◆ **YOUR GOAL**: Where does the word "Félix" appear in the entries below? Copy each line that holds it.

Data extracted from a collection:
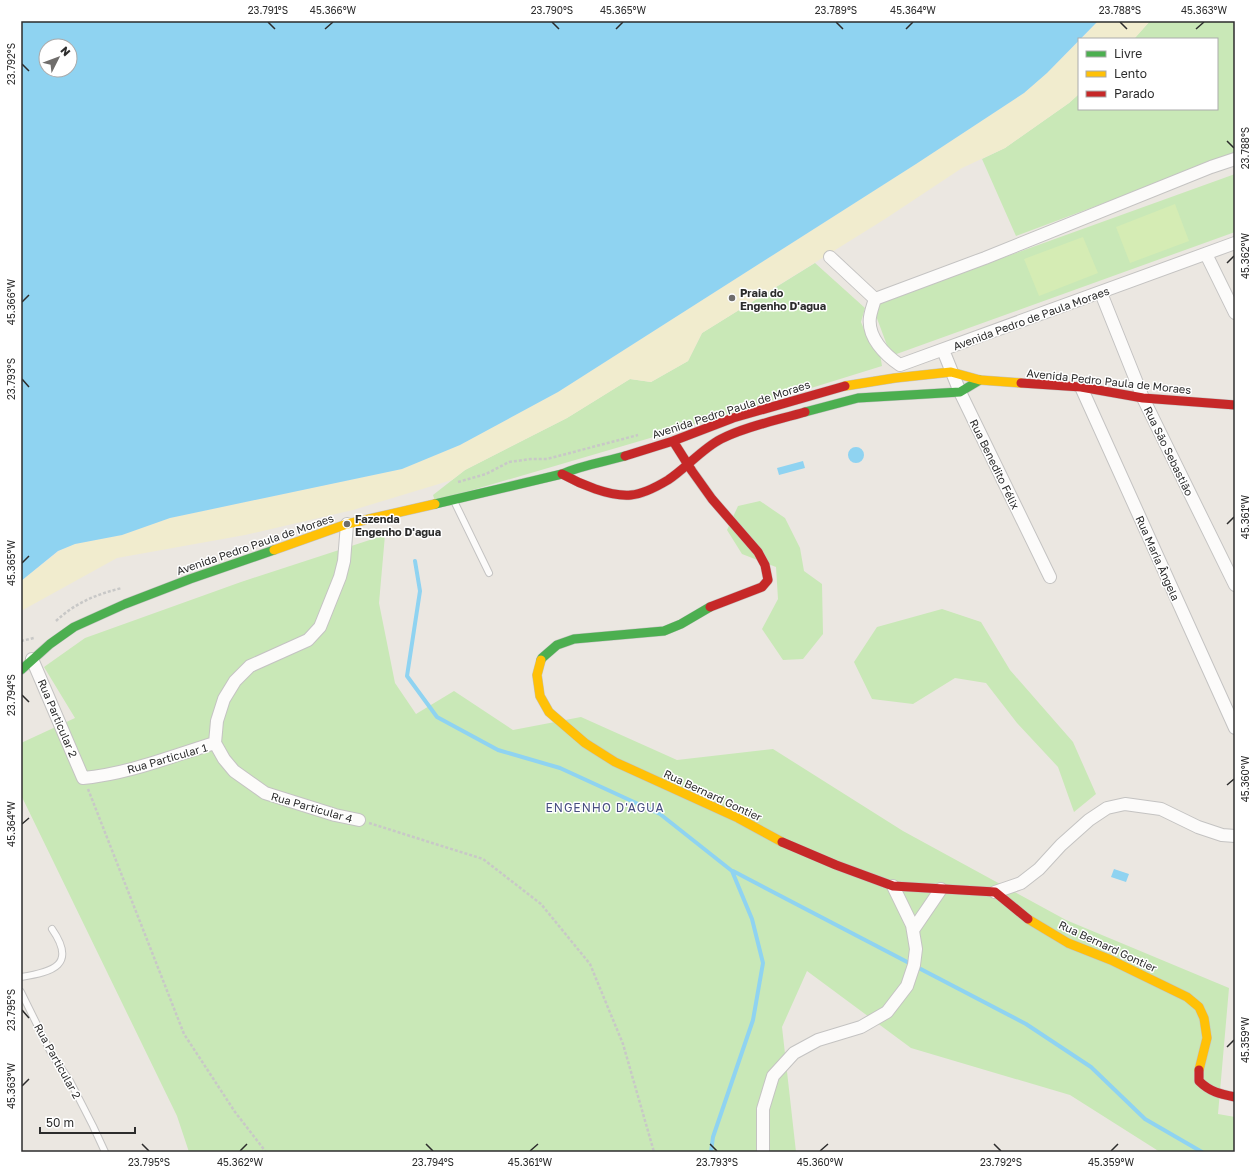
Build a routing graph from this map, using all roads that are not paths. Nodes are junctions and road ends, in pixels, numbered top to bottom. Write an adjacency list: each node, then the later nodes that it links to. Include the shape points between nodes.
1 (1235, 159): 6 (street)
2 (1235, 243): 3 (street, Avenida Pedro de Paula Moraes)
3 (1206, 254): 5 (street, Avenida Pedro de Paula Moraes); 7 (street)
4 (830, 257): 6 (street)
5 (1101, 292): 8 (street, Avenida Pedro de Paula Moraes); 15 (street, Rua São Sebastião)
6 (875, 299): 9 (street, via 870,317 872,335 885,352)
7 (1235, 313)
8 (943, 350): 9 (street, Avenida Pedro de Paula Moraes); 10 (street, Rua Benedito Félix)
9 (900, 365): 11 (street)
10 (951, 372): 11 (main road, Avenida Pedro Paula de Moraes); 12 (main road, Avenida Pedro Paula de Moraes); 14 (street, Rua Benedito Félix)
11 (896, 378): 17 (main road, Avenida Pedro Paula de Moraes, via 845,386 786,402 733,418)
12 (980, 380): 13 (main road, Avenida Pedro Paula de Moraes); 14 (main road)
13 (1082, 387): 15 (main road, Avenida Pedro Paula de Moraes); 27 (street, Rua Maria Ângela)
14 (960, 392): 18 (main road, via 858,398 776,420 720,439); 23 (street, Rua Benedito Félix)
15 (1143, 398): 16 (main road, Avenida Pedro Paula de Moraes); 24 (street, Rua São Sebastião)
16 (1235, 405)
17 (673, 441): 18 (main road, Rua Bernard Gontier); 19 (main road, Avenida Pedro Paula de Moraes, via 604,465 576,468)
18 (687, 464): 19 (main road, via 668,480 633,495 621,495 604,487 576,482); 32 (main road, Rua Bernard Gontier, via 726,516 761,555 768,570 768,580 762,587 709,608 664,631 574,639 557,645 542,658 538,674 540,696 549,712 585,743 615,762 738,818 779,841)
19 (562, 474): 20 (main road, Avenida Pedro Paula de Moraes)
20 (453, 499): 21 (main road, Avenida Pedro Paula de Moraes); 22 (lane)
21 (348, 524): 25 (main road, Avenida Pedro Paula de Moraes, via 125,604 74,628); 28 (street, Rua Particular 1, via 340,577 320,627 308,640 250,666 235,681 224,699 217,720)
22 (489, 573)
23 (1050, 577)
24 (1235, 585)
25 (32, 659): 26 (main road, Avenida Pedro Paula de Moraes); 29 (street, Rua Particular 2)
26 (21, 670)
27 (1235, 728)
28 (215, 743): 29 (street, Rua Particular 1, via 131,769); 30 (street, Rua Particular 4, via 234,771 265,793)
29 (83, 778)
30 (359, 820)
31 (1235, 836): 34 (street, via 1222,835 1198,827 1161,809 1125,804 1107,808 1089,820 1021,883)
32 (893, 886): 33 (main road, Rua Bernard Gontier); 36 (street)
33 (941, 889): 34 (main road, Rua Bernard Gontier); 36 (street)
34 (995, 892): 39 (main road, Rua Bernard Gontier, via 1030,921 1068,943 1111,960 1188,997 1199,1007 1204,1018 1207,1038 1198,1073 1199,1081 1218,1094)
35 (52, 929): 37 (lane, via 63,950 61,961 43,973)
36 (913, 930): 41 (street, via 916,949 914,966 907,986 887,1012 861,1028 818,1040 794,1053 773,1076 763,1109)
37 (21, 977)
38 (21, 992): 40 (lane, Rua Particular 2, via 52,1055 70,1081)
39 (1235, 1097)
40 (105, 1152)
41 (763, 1152)

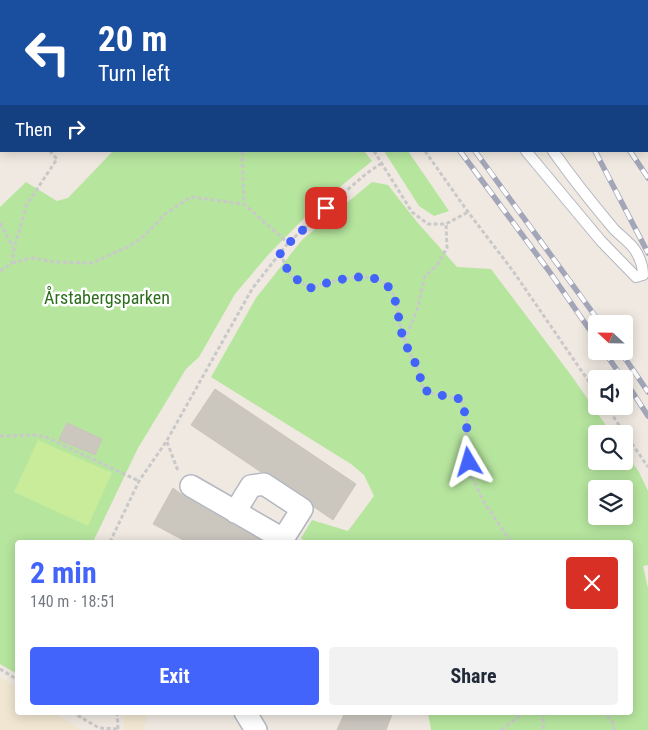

◆ **RESULT OF THE EXERCISE**:
8 (943, 350): 9 (street, Avenida Pedro de Paula Moraes); 10 (street, Rua Benedito Félix)
10 (951, 372): 11 (main road, Avenida Pedro Paula de Moraes); 12 (main road, Avenida Pedro Paula de Moraes); 14 (street, Rua Benedito Félix)
14 (960, 392): 18 (main road, via 858,398 776,420 720,439); 23 (street, Rua Benedito Félix)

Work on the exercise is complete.